EXERCISE AIM: Without the pictures, return each record as it appears.

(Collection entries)
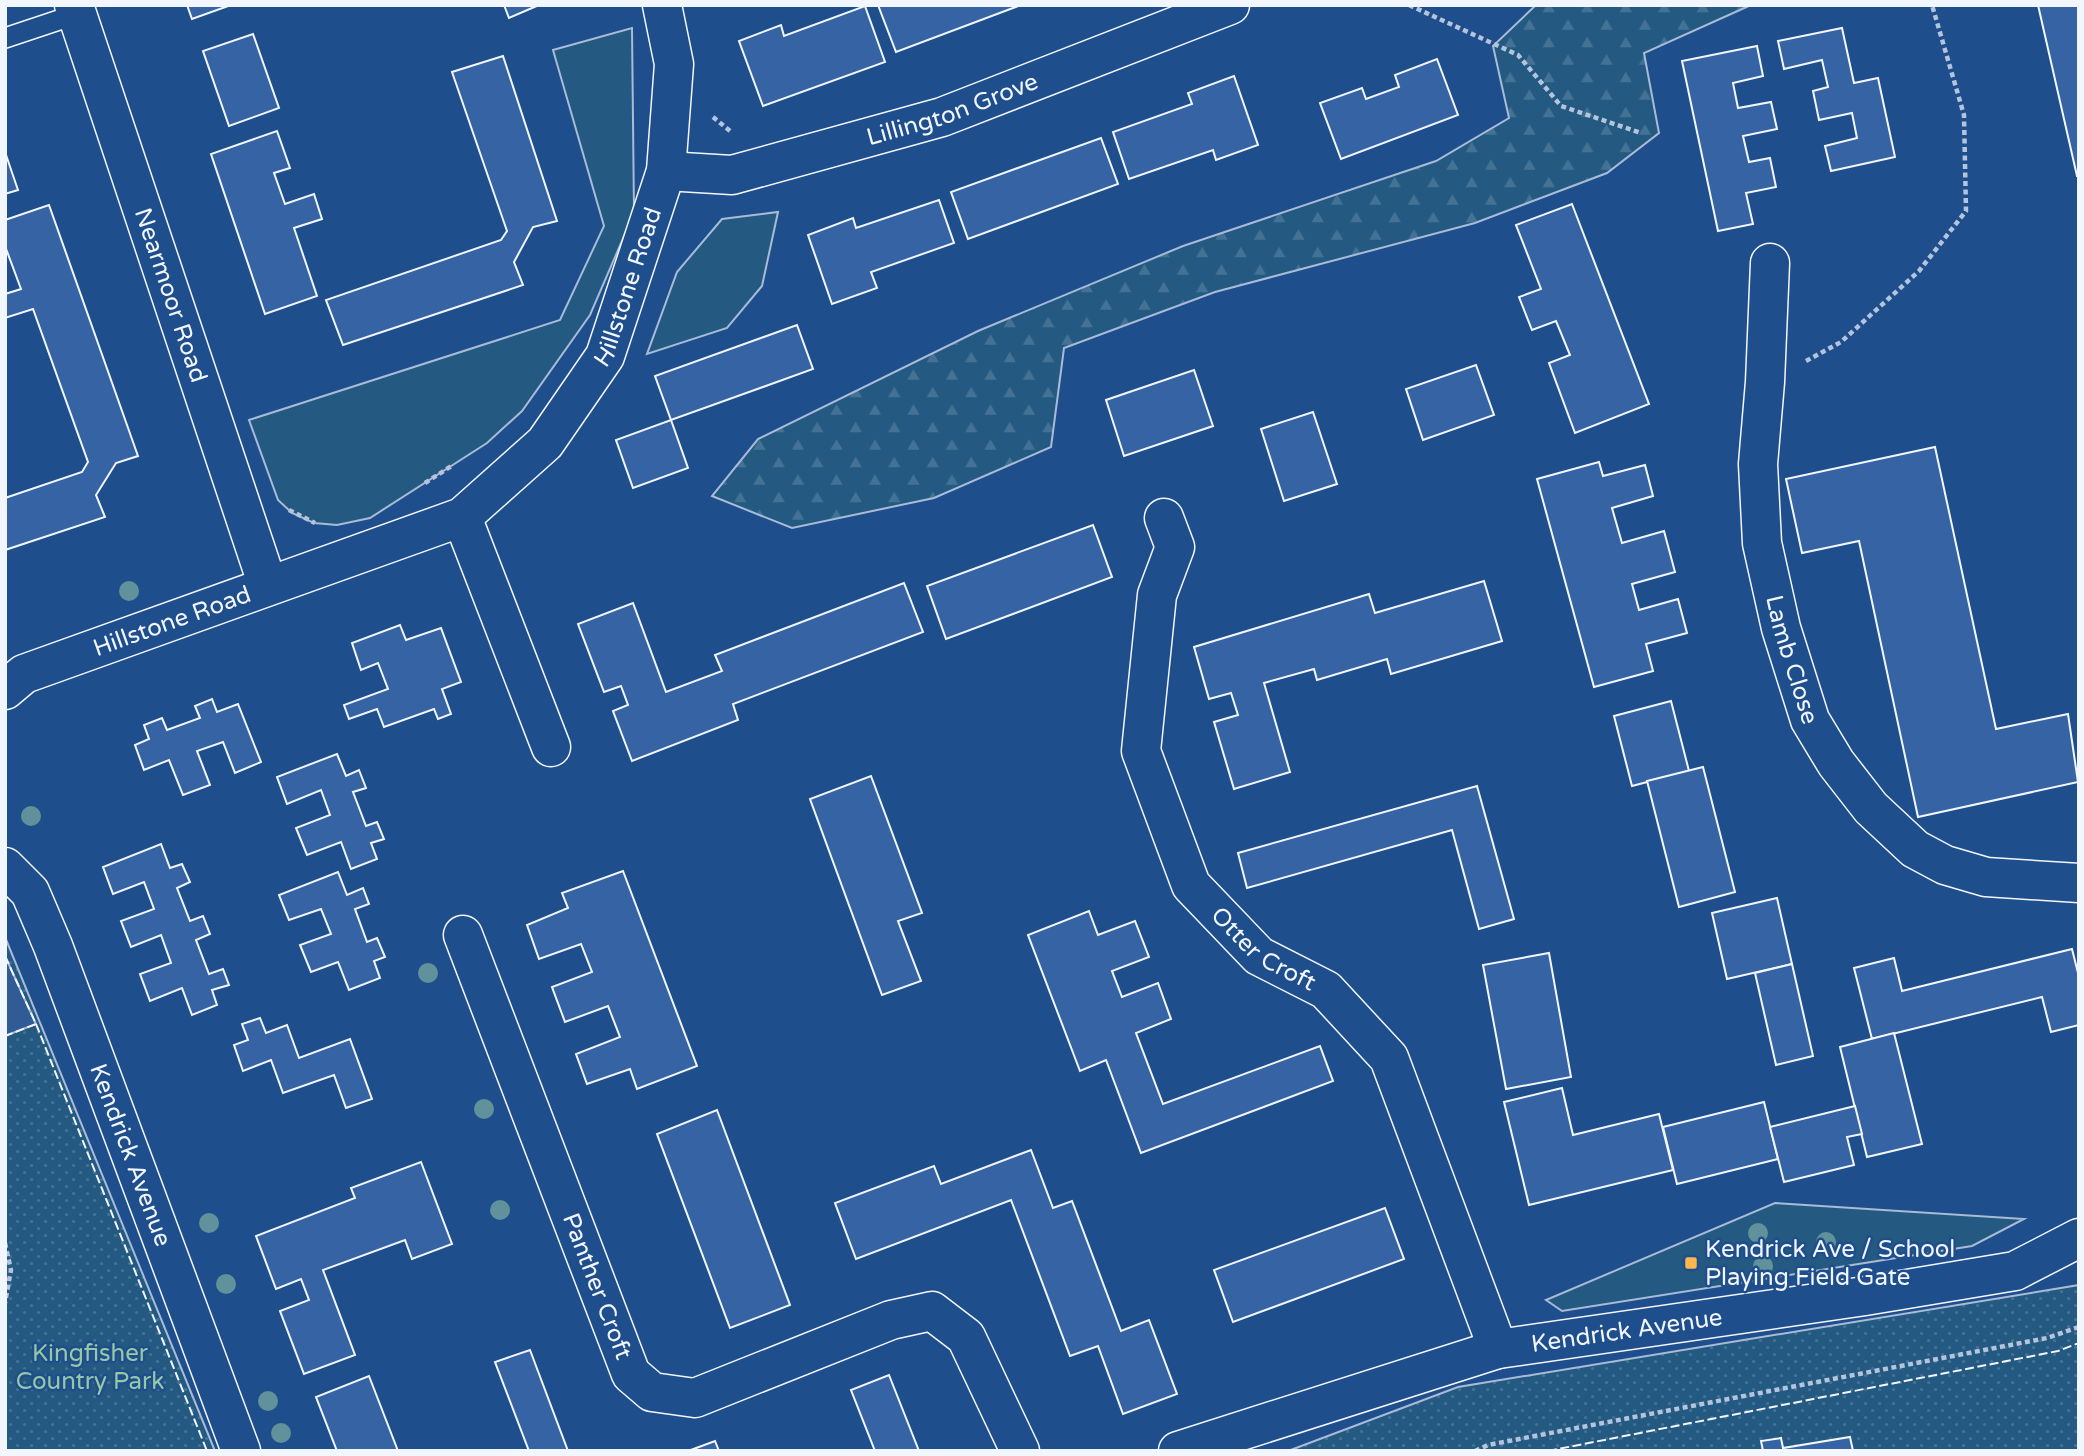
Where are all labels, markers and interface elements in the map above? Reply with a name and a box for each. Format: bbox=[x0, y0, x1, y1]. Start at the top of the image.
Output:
street label: Lillington Grove bbox=[863, 67, 1042, 152]
street label: Nearmoor Road bbox=[128, 204, 213, 386]
street label: Hillstone Road bbox=[588, 204, 668, 373]
street label: Hillstone Road bbox=[89, 580, 255, 663]
street label: Lamb Close bbox=[1759, 593, 1824, 728]
street label: Otter Croft bbox=[1205, 901, 1321, 997]
street label: Kendrick Avenue bbox=[83, 1060, 178, 1250]
street label: Panther Croft bbox=[556, 1209, 638, 1364]
place label: Kendrick Ave / School Playing Field Gate bbox=[1705, 1235, 1955, 1292]
marker: Kendrick Ave / School Playing Field Gate bbox=[1683, 1255, 1699, 1271]
street label: Kendrick Avenue bbox=[1529, 1303, 1724, 1359]
park label: Kingfisher Country Park bbox=[16, 1339, 164, 1396]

SOLUTION FOR THIS PROBLEM:
Where are all labels, markers and interface elements in the map above? Reply with a name and a box for each. Format: bbox=[x0, y0, x1, y1]. Start at the top of the image.
Output:
street label: Lillington Grove bbox=[863, 67, 1042, 152]
street label: Nearmoor Road bbox=[128, 204, 213, 386]
street label: Hillstone Road bbox=[588, 204, 668, 373]
street label: Hillstone Road bbox=[89, 580, 255, 663]
street label: Lamb Close bbox=[1759, 593, 1824, 728]
street label: Otter Croft bbox=[1205, 901, 1321, 997]
street label: Kendrick Avenue bbox=[83, 1060, 178, 1250]
street label: Panther Croft bbox=[556, 1209, 638, 1364]
place label: Kendrick Ave / School Playing Field Gate bbox=[1705, 1235, 1955, 1292]
marker: Kendrick Ave / School Playing Field Gate bbox=[1683, 1255, 1699, 1271]
street label: Kendrick Avenue bbox=[1529, 1303, 1724, 1359]
park label: Kingfisher Country Park bbox=[16, 1339, 164, 1396]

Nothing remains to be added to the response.